Titre original :La Maldicion de Frankenstein

Titre(s) alternatif(s) :La Malédiction de Frankenstein

Réalisateur(s) :Jesus Franco

Année : 1972

Nationalité : Espagne / France

Durée : 1h20

Genre : Mais vous êtes flou ?!?

Acteurs principaux :Howard Vernon, Lina Romay, Dennis Price, Alberto Dalbés, Anne Libert, Fernando Bilbao

Nikita
NOTE
2.5/ 5


Jesus Franco est une sorte d’auteur, on veut bien l’admettre. L’activité foisonnante du bonhomme lui a permis d’enquiller un nombre impressionnant de films aux très grandes disparités qualitatives, dont le côté « expérimental » est l’un des points les plus récurrents. L’expérimental, justement, ça passe ou ça casse et ici, il faut bien dire que ça casse.
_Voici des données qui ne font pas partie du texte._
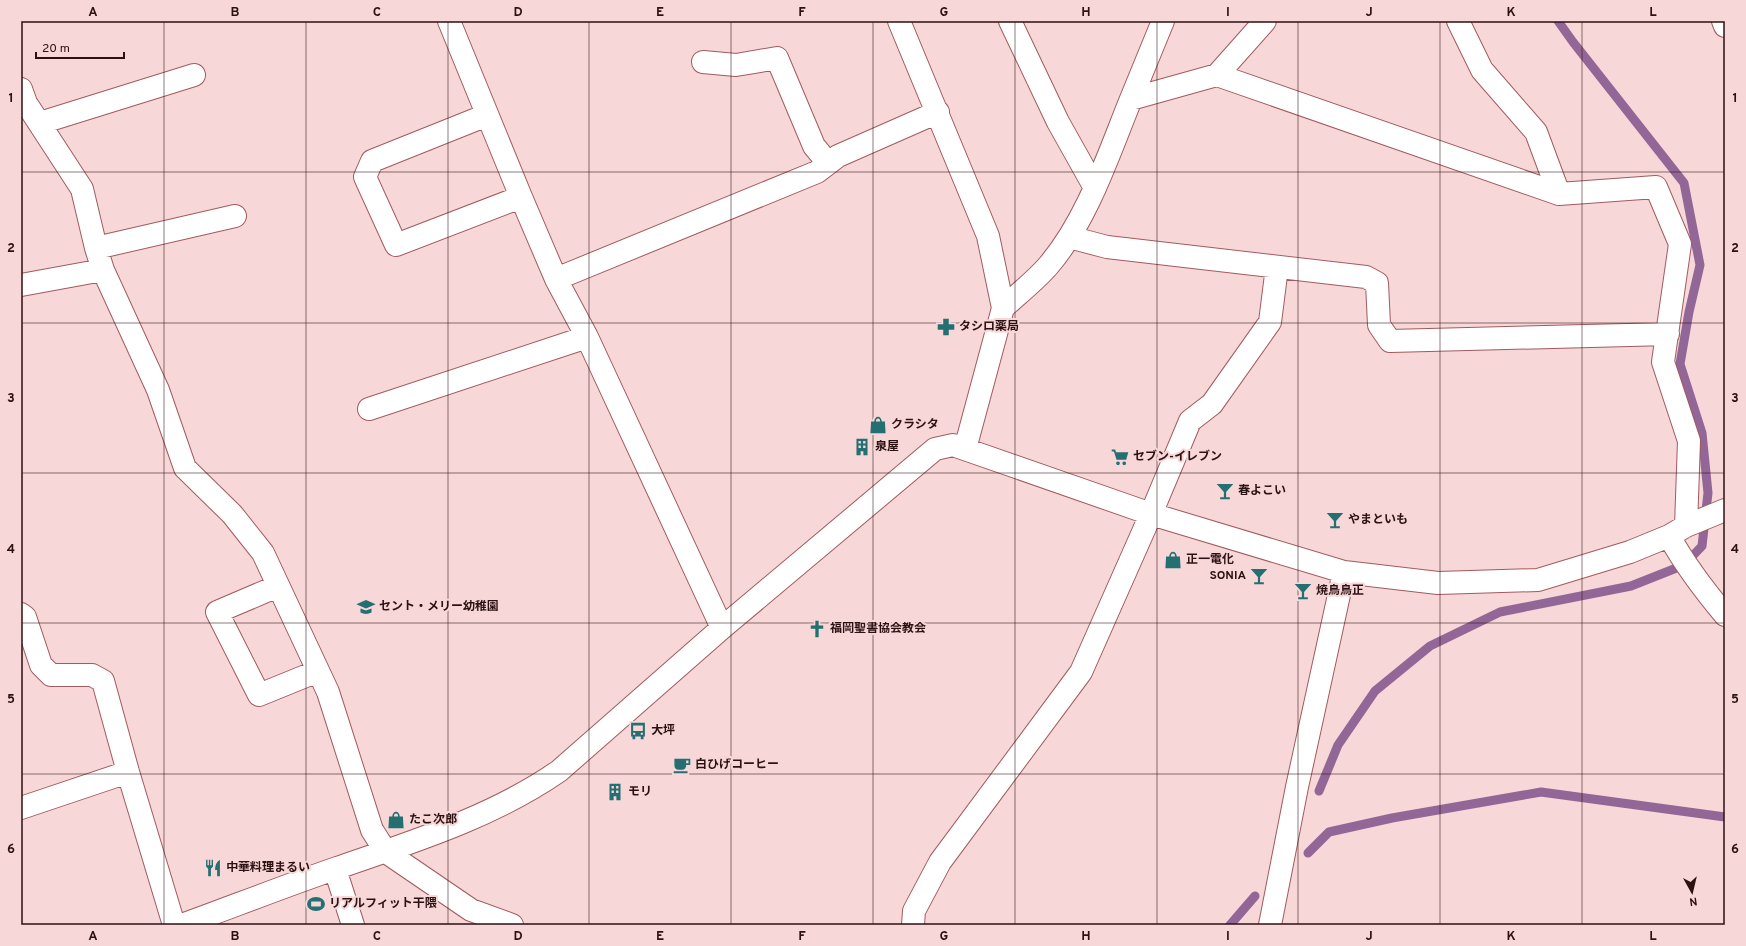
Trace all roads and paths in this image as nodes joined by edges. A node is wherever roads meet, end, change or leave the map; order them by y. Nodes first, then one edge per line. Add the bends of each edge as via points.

Lancé comme un train fou dans son expérience de révision des grands classiques de l’épouvante (il venait de tourner « La Fille de Dracula » et « Dracula prisonnier de Frankenstein »), le bon Jesus nous sort un brouillon de film ni fait ni à faire, tellement audacieux qu’il expérimente sans rien trouver, tel un scientifique du CNRS.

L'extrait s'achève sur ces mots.